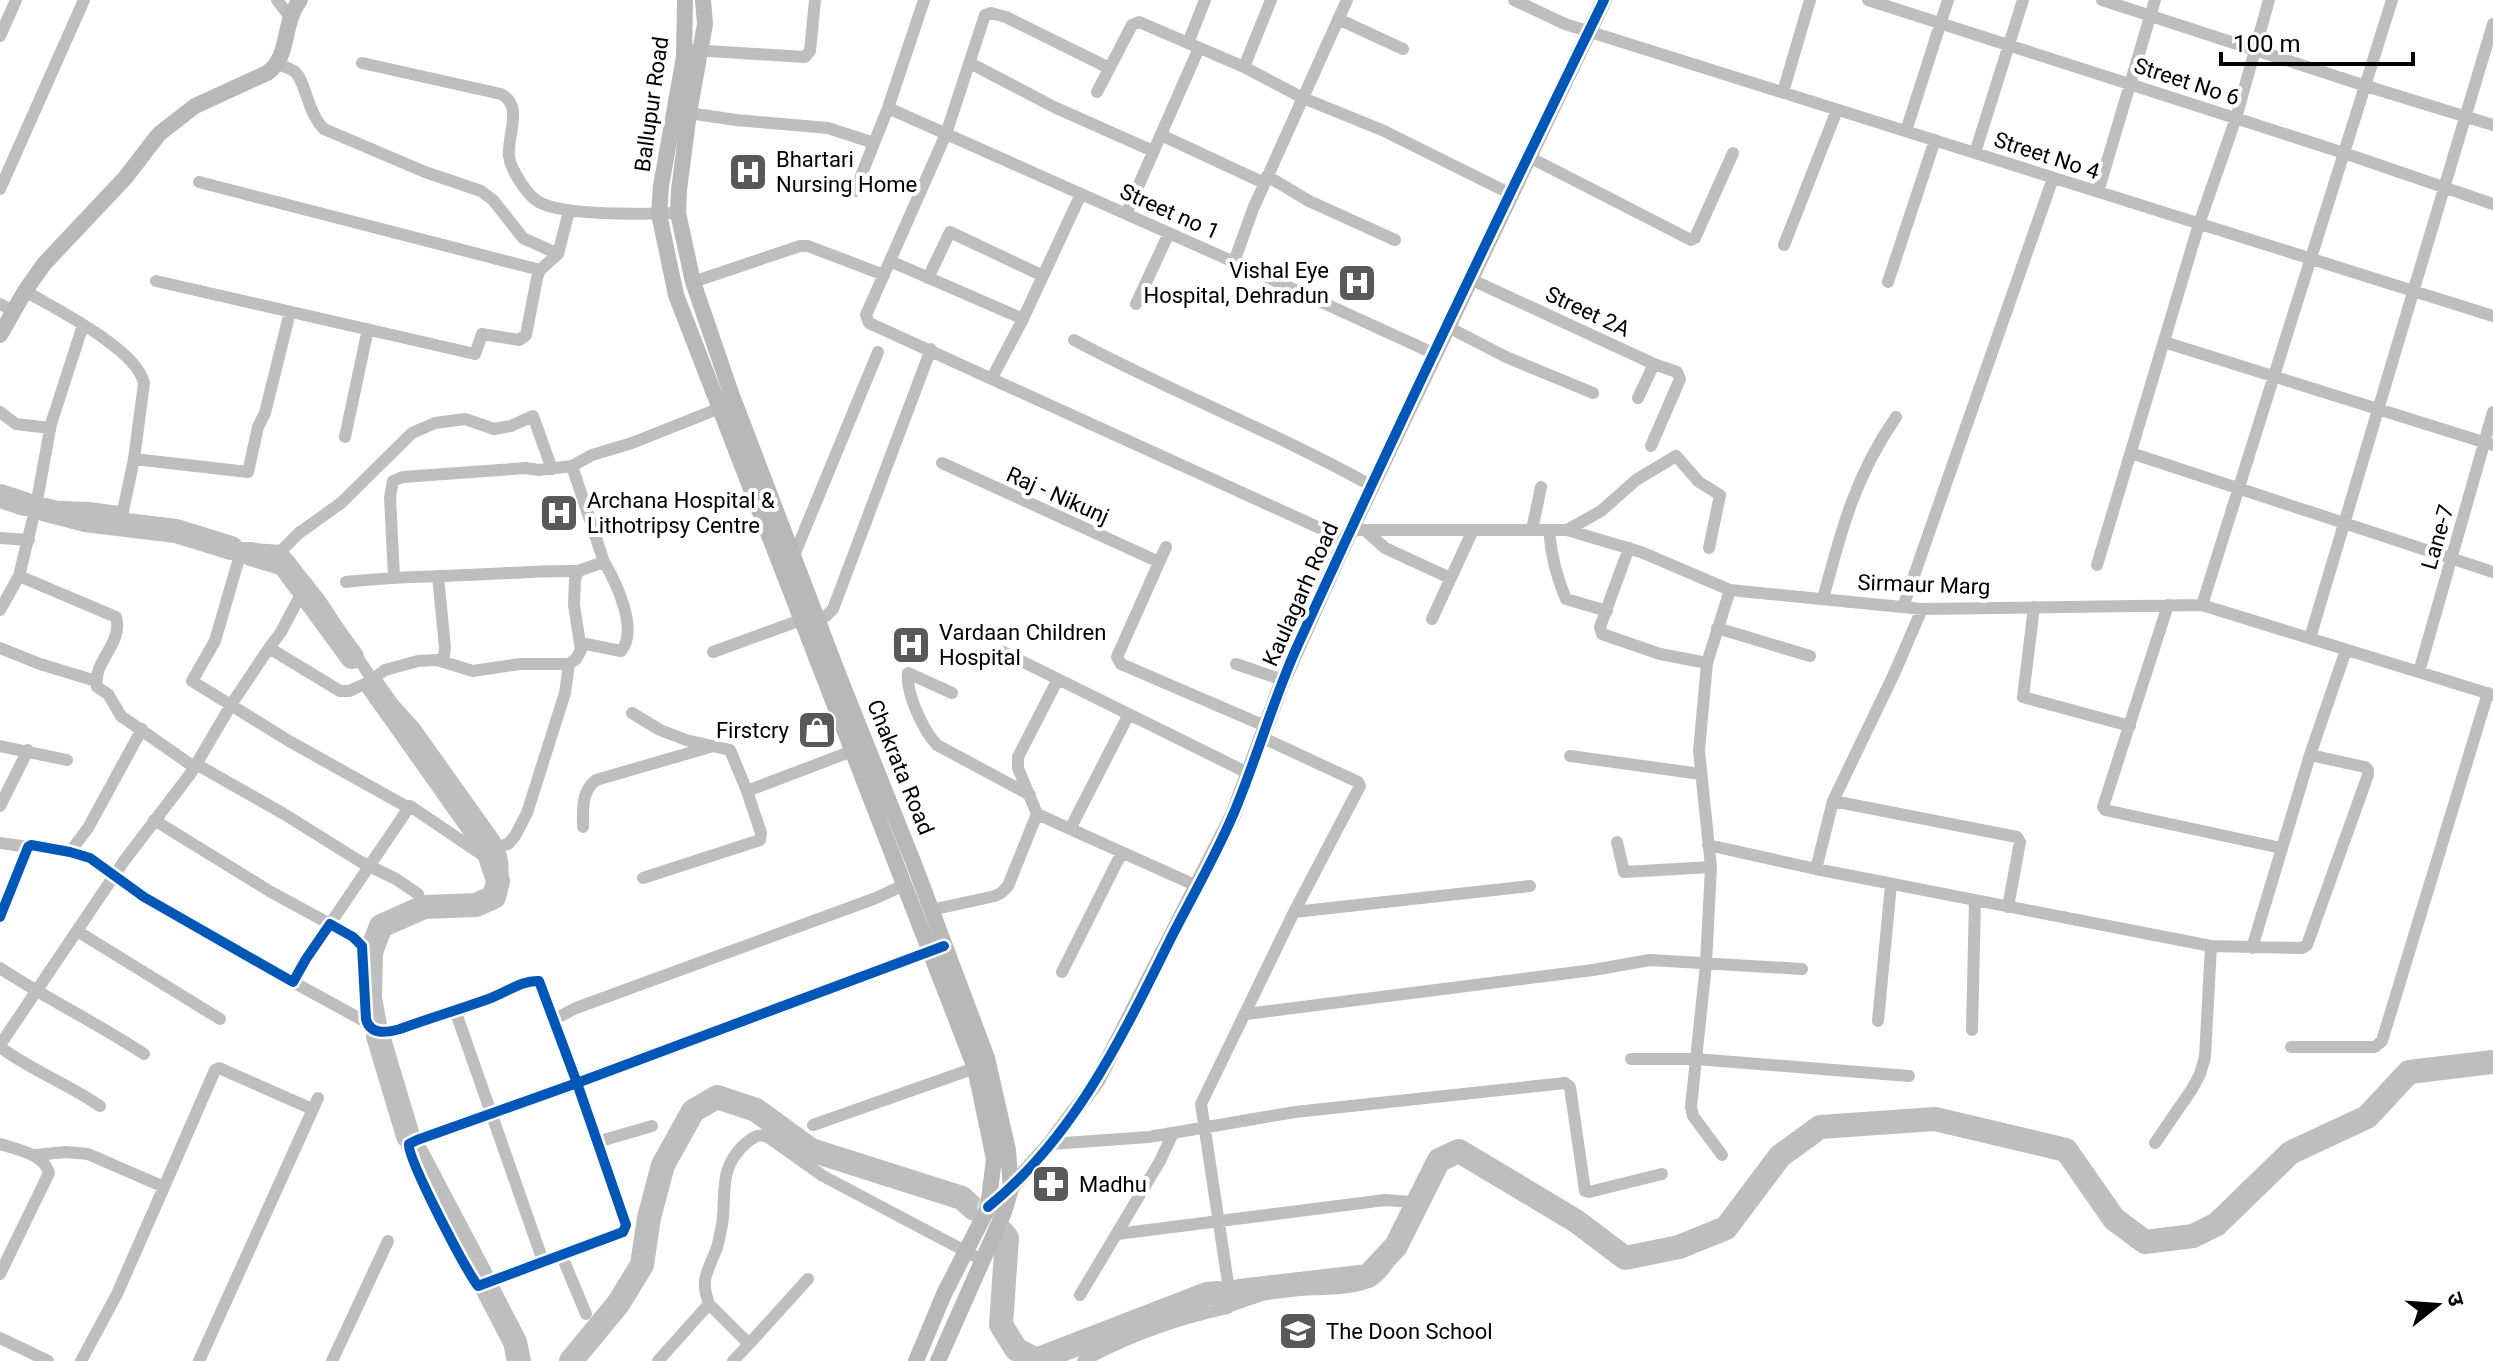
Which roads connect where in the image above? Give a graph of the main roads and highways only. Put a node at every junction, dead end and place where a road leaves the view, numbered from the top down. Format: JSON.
{"nodes":[{"id":1,"x":300,"y":0,"type":"edge"},
{"id":2,"x":685,"y":0,"type":"edge"},
{"id":3,"x":703,"y":0,"type":"edge"},
{"id":4,"x":1604,"y":0,"type":"edge"},
{"id":5,"x":692,"y":50,"type":"junction"},
{"id":6,"x":682,"y":112,"type":"junction"},
{"id":7,"x":679,"y":190,"type":"joint"},
{"id":8,"x":659,"y":214,"type":"joint"},
{"id":9,"x":6,"y":308,"type":"edge"},
{"id":10,"x":0,"y":335,"type":"edge"},
{"id":11,"x":809,"y":620,"type":"junction"},
{"id":12,"x":937,"y":949,"type":"junction"},
{"id":13,"x":1011,"y":1189,"type":"junction"},
{"id":14,"x":988,"y":1207,"type":"junction"},
{"id":15,"x":916,"y":1361,"type":"edge"},
{"id":16,"x":938,"y":1361,"type":"edge"}],
"edges":[{"from":1,"to":9,"type":"main road"},
{"from":2,"to":5,"type":"main road","name":"Ballupur Road"},
{"from":3,"to":5,"type":"main road","name":"Ballupur Road"},
{"from":4,"to":13,"type":"main road","name":"Kaulagarh Road"},
{"from":5,"to":6,"type":"main road","name":"Ballupur Road"},
{"from":6,"to":7,"type":"main road","name":"Ballupur Road"},
{"from":6,"to":8,"type":"main road","name":"Ballupur Road"},
{"from":7,"to":11,"type":"main road","name":"Chakrata Road"},
{"from":8,"to":11,"type":"main road","name":"Chakrata Road"},
{"from":9,"to":10,"type":"main road"},
{"from":11,"to":12,"type":"main road","name":"Chakrata Road"},
{"from":11,"to":12,"type":"main road","name":"Chakrata Road"},
{"from":12,"to":13,"type":"main road","name":"Chakrata Road"},
{"from":12,"to":14,"type":"main road","name":"Chakrata Road"},
{"from":13,"to":14,"type":"main road"},
{"from":13,"to":16,"type":"main road","name":"Chakrata Road"},
{"from":14,"to":15,"type":"main road","name":"Chakrata Road"}]}
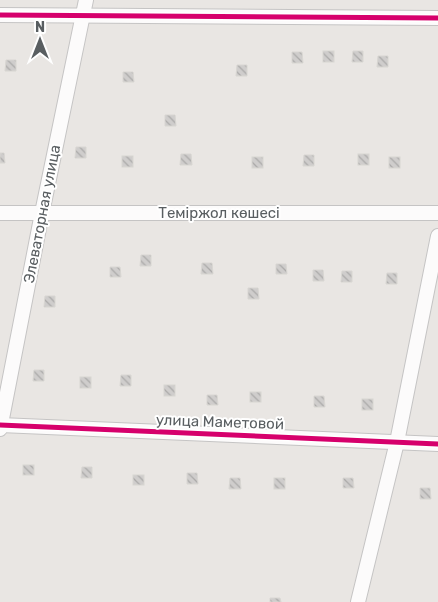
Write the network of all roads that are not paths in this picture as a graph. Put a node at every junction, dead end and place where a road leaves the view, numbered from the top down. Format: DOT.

= = = = = = =

Aim of the exercise
A verbatim copy of the material, pictures excluded, is what must be produced.

Task response
Which roads connect where in the image above? Give a graph of the main roads and highways only. Put a node at every junction, dead end and place where a road leaves the view, numbered from the top down. Format: JSON.
{"nodes":[{"id":1,"x":300,"y":0,"type":"edge"},
{"id":2,"x":685,"y":0,"type":"edge"},
{"id":3,"x":703,"y":0,"type":"edge"},
{"id":4,"x":1604,"y":0,"type":"edge"},
{"id":5,"x":692,"y":50,"type":"junction"},
{"id":6,"x":682,"y":112,"type":"junction"},
{"id":7,"x":679,"y":190,"type":"joint"},
{"id":8,"x":659,"y":214,"type":"joint"},
{"id":9,"x":6,"y":308,"type":"edge"},
{"id":10,"x":0,"y":335,"type":"edge"},
{"id":11,"x":809,"y":620,"type":"junction"},
{"id":12,"x":937,"y":949,"type":"junction"},
{"id":13,"x":1011,"y":1189,"type":"junction"},
{"id":14,"x":988,"y":1207,"type":"junction"},
{"id":15,"x":916,"y":1361,"type":"edge"},
{"id":16,"x":938,"y":1361,"type":"edge"}],
"edges":[{"from":1,"to":9,"type":"main road"},
{"from":2,"to":5,"type":"main road","name":"Ballupur Road"},
{"from":3,"to":5,"type":"main road","name":"Ballupur Road"},
{"from":4,"to":13,"type":"main road","name":"Kaulagarh Road"},
{"from":5,"to":6,"type":"main road","name":"Ballupur Road"},
{"from":6,"to":7,"type":"main road","name":"Ballupur Road"},
{"from":6,"to":8,"type":"main road","name":"Ballupur Road"},
{"from":7,"to":11,"type":"main road","name":"Chakrata Road"},
{"from":8,"to":11,"type":"main road","name":"Chakrata Road"},
{"from":9,"to":10,"type":"main road"},
{"from":11,"to":12,"type":"main road","name":"Chakrata Road"},
{"from":11,"to":12,"type":"main road","name":"Chakrata Road"},
{"from":12,"to":13,"type":"main road","name":"Chakrata Road"},
{"from":12,"to":14,"type":"main road","name":"Chakrata Road"},
{"from":13,"to":14,"type":"main road"},
{"from":13,"to":16,"type":"main road","name":"Chakrata Road"},
{"from":14,"to":15,"type":"main road","name":"Chakrata Road"}]}
Write the network of all roads that are not paths in this picture as a graph. Put a node at every junction, dead end and place where a road leaves the view, numbered from the top down. Format: DOT.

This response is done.